Sunday, January 10, 2010

Friedrich Nietzsche

Modern European Intellectual History -  10

He was born at Röcken, Prussia, on October 15, 1844 - the birthday of the reigning Prussian King, Frederick William IV, and was named after him.  His father was a minister, and had tutored several members of the royal family.  His mother was a Puritan.  He was raised in a very religious household by women (his father died when Nietzsche was still young).  He read the Bible a great deal, and even read it to others.  This led to him being called by his school mates “the little minister” and described as “a Jesus in the Temple.”

 He lost his faith in the God of his fathers at 18, and spent the remainder of his life searching for a replacement (he thought he found one in the Superman).  At 23 he was conscripted into the military, but a fall from a horse injured him and he was released from service.  His brief experience of the military left him with almost as many delusions about soldiers as he had on entering it–the hard Spartan life of commanding and obeying, the endurance and discipline appealed to him.  He worshiped the ideal of the warrior although he could never become one. Instead he became a scholar.  He earned a Ph.D., and at 25 was appointed to the chair of classical philology at the University of Basle.
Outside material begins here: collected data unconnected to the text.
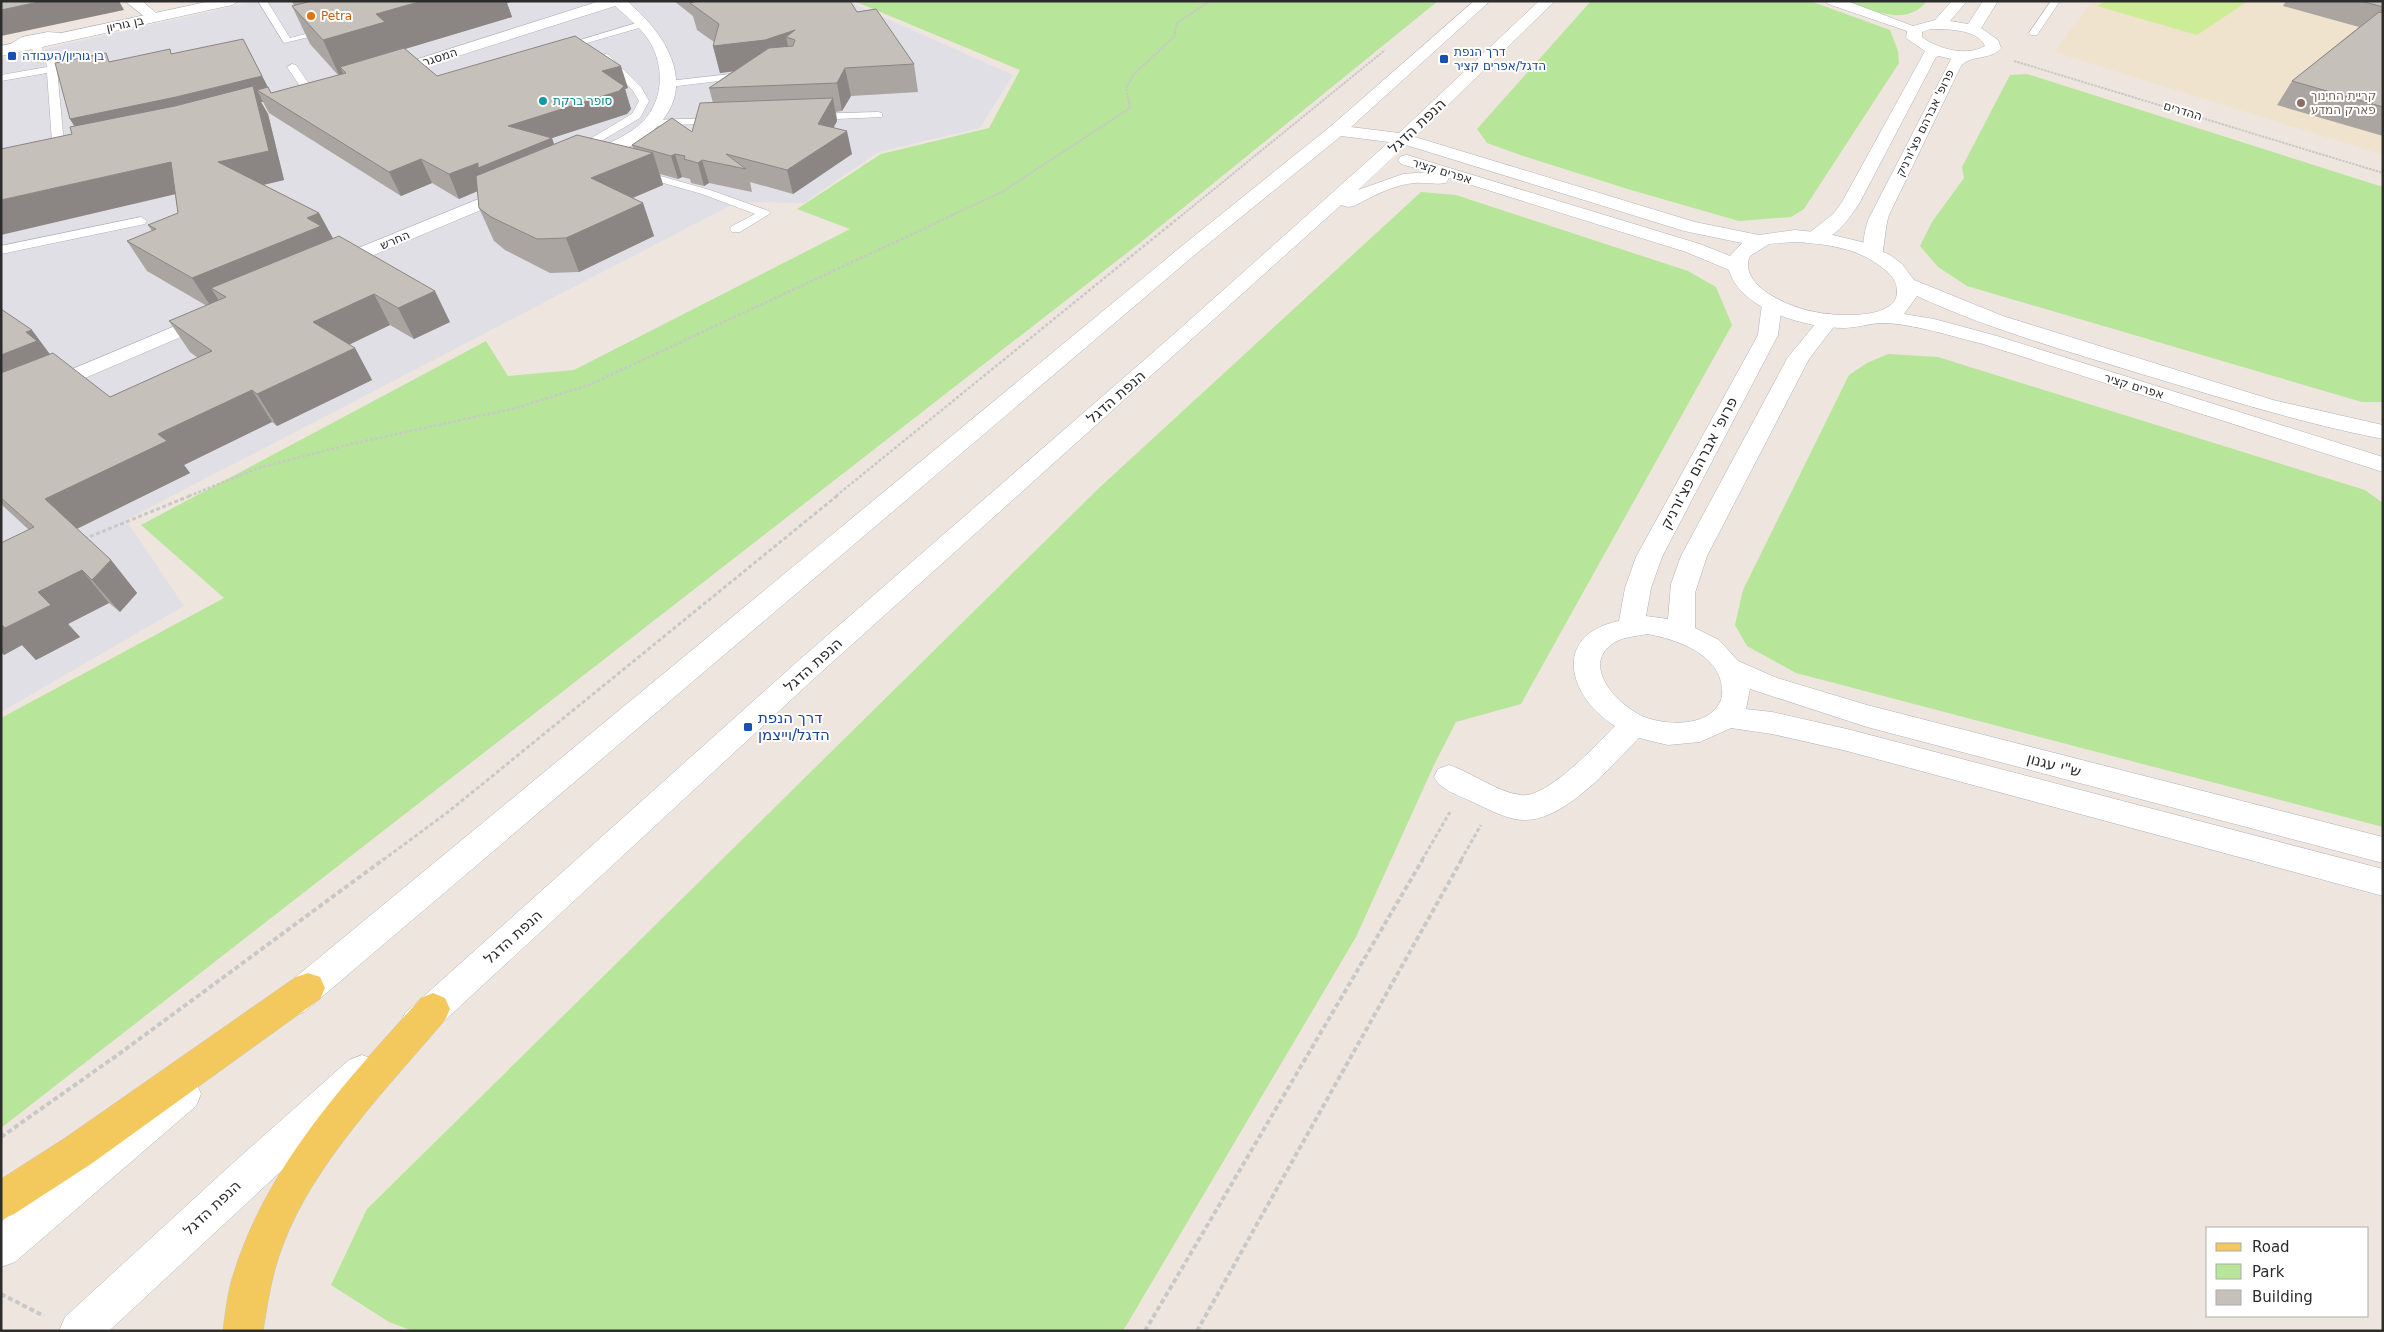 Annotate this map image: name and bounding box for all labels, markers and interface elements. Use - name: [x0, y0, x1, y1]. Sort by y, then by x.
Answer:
- place label: Petra: [321, 9, 352, 23]
- marker: Petra: [305, 10, 317, 22]
- street label: בן גוריון: [105, 13, 145, 35]
- street label: המסגר: [421, 45, 459, 69]
- place label: דרך הנפת הדגל/אפרים קציר: [1454, 45, 1546, 73]
- place label: בן גוריון/העבודה: [22, 49, 104, 63]
- marker: בן גוריון/העבודה: [6, 50, 18, 62]
- marker: דרך הנפת הדגל/אפרים קציר: [1438, 53, 1450, 65]
- street label: פרופ' אברהם פצ'ורניק: [1893, 67, 1957, 179]
- place label: קריית החינוך פארק המדע: [2311, 89, 2376, 117]
- place label: סופר ברקת: [553, 94, 612, 108]
- marker: סופר ברקת: [537, 95, 549, 107]
- street label: הנפת הדגל: [1384, 95, 1450, 157]
- marker: קריית החינוך פארק המדע: [2295, 97, 2307, 109]
- street label: ההדרים: [2162, 99, 2204, 123]
- street label: אפרים קציר: [1410, 155, 1474, 187]
- street label: החרש: [378, 228, 412, 252]
- street label: הנפת הדגל: [1083, 366, 1149, 428]
- street label: אפרים קציר: [2102, 370, 2166, 402]
- street label: פרופ' אברהם פצ'ורניק: [1657, 394, 1741, 532]
- street label: הנפת הדגל: [780, 634, 846, 696]
- place label: דרך הנפת הדגל/וייצמן: [758, 709, 830, 744]
- marker: דרך הנפת הדגל/וייצמן: [742, 721, 754, 733]
- street label: ש"י עגנון: [2025, 749, 2083, 781]
- street label: הנפת הדגל: [480, 906, 546, 968]
- street label: הנפת הדגל: [179, 1177, 245, 1239]
- legend: [2206, 1227, 2369, 1317]
- text: Road: [2252, 1238, 2290, 1256]
- text: Park: [2252, 1263, 2285, 1281]
- text: Building: [2252, 1288, 2313, 1306] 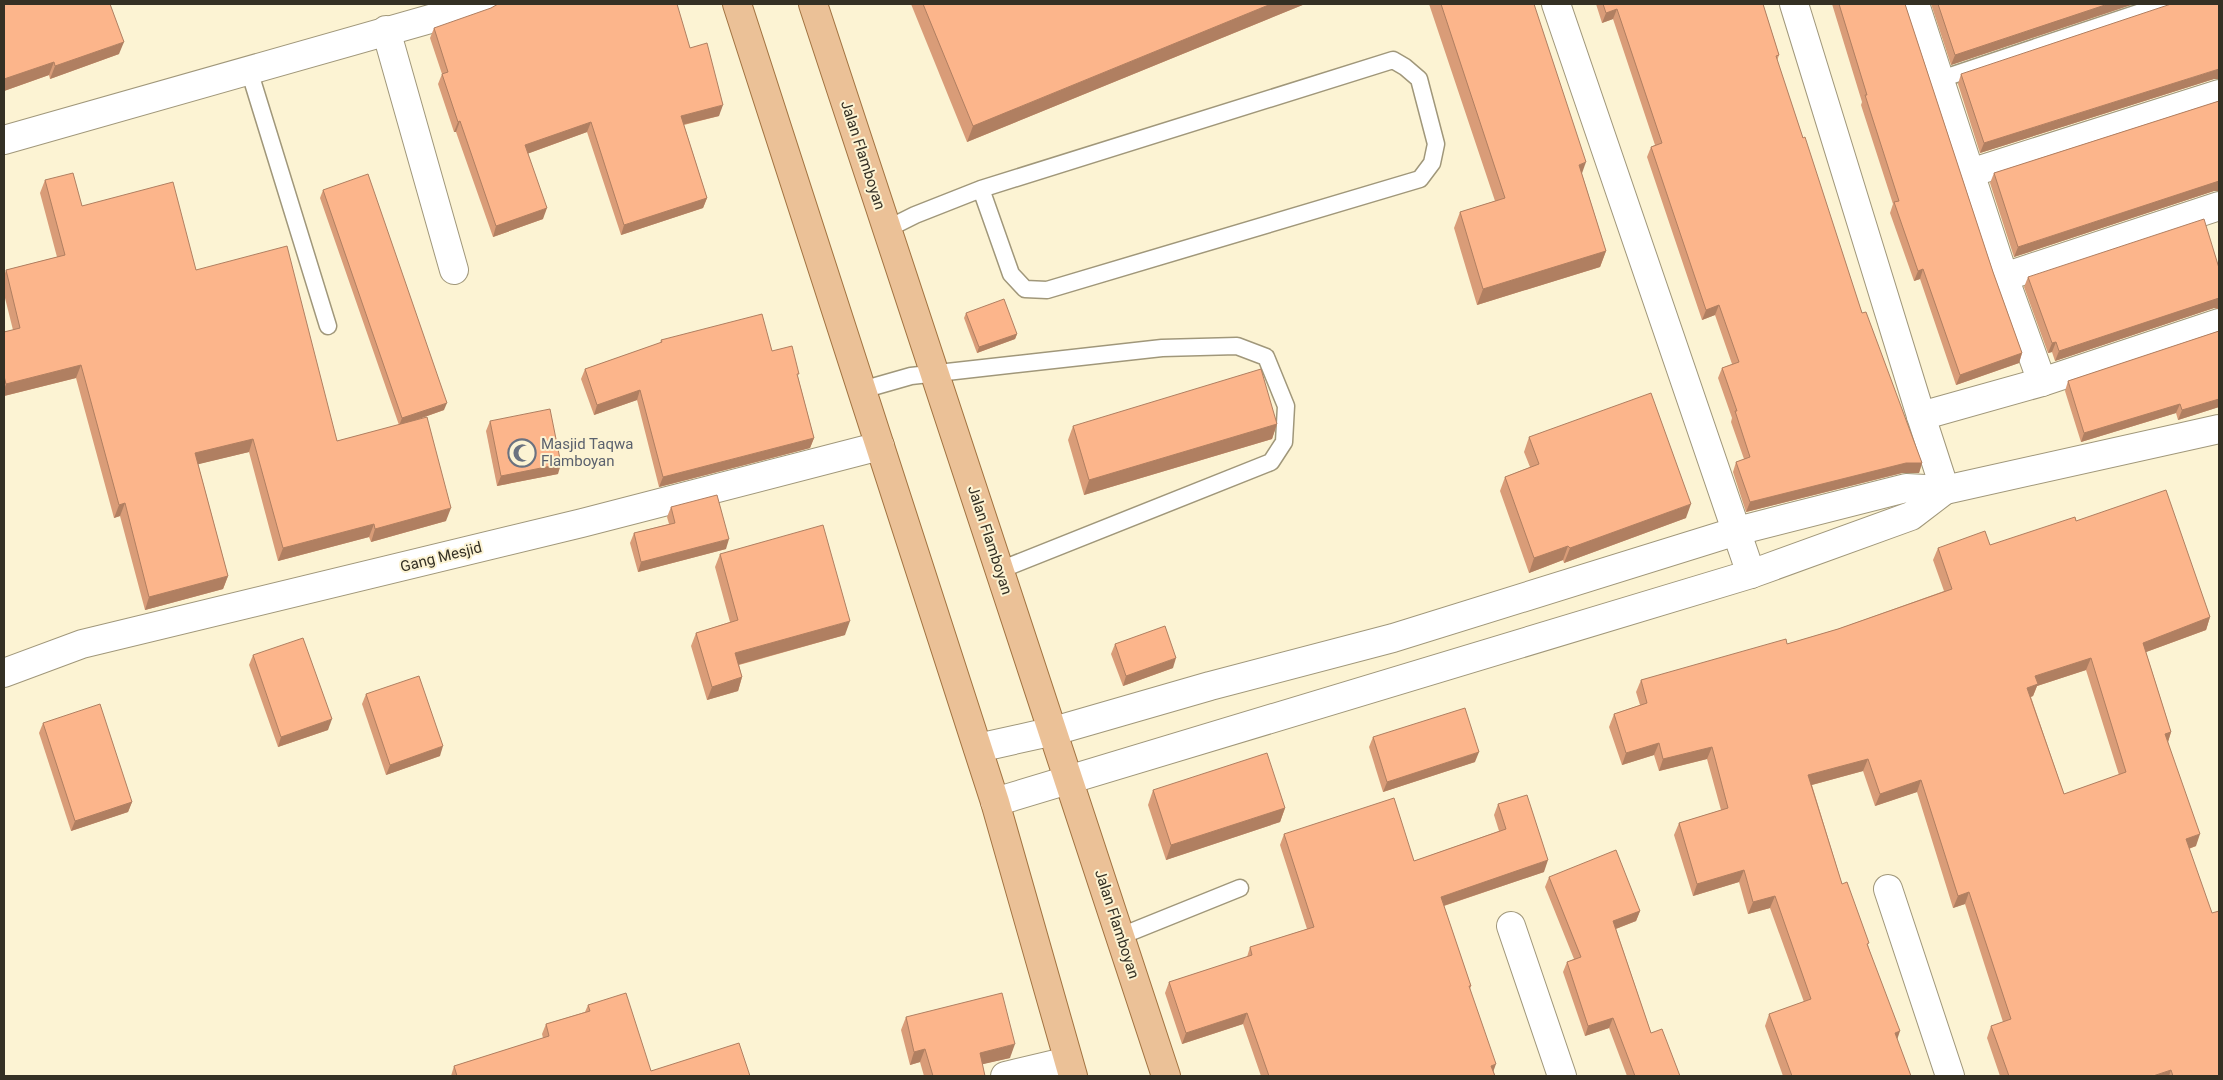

This conflict of opposites, of Parsifal and Siegfried, underlie Nietzsche’s philosophy.  In Beyond Good and Evil (1886) and The Genealogy of Morals (1887) he is trying to destroy the old morality and pave the way for the morality of the superman.  He seeks an understanding of the current morality through an understanding of the etymologies of the words and finds two contradictory valuations of human behavior, two ethical standpoints and criteria: a morality of masters and a morality of the herd (or slaves).  The master morality values manhood, courage, enterprise, bravery.  The herd morality was born of subjection and values humility, altruism, and the love of  security and peace.  Honor is pagan, Roman, feudal, aristocratic; conscience is Jewish, Christian, bourgeois, democratic.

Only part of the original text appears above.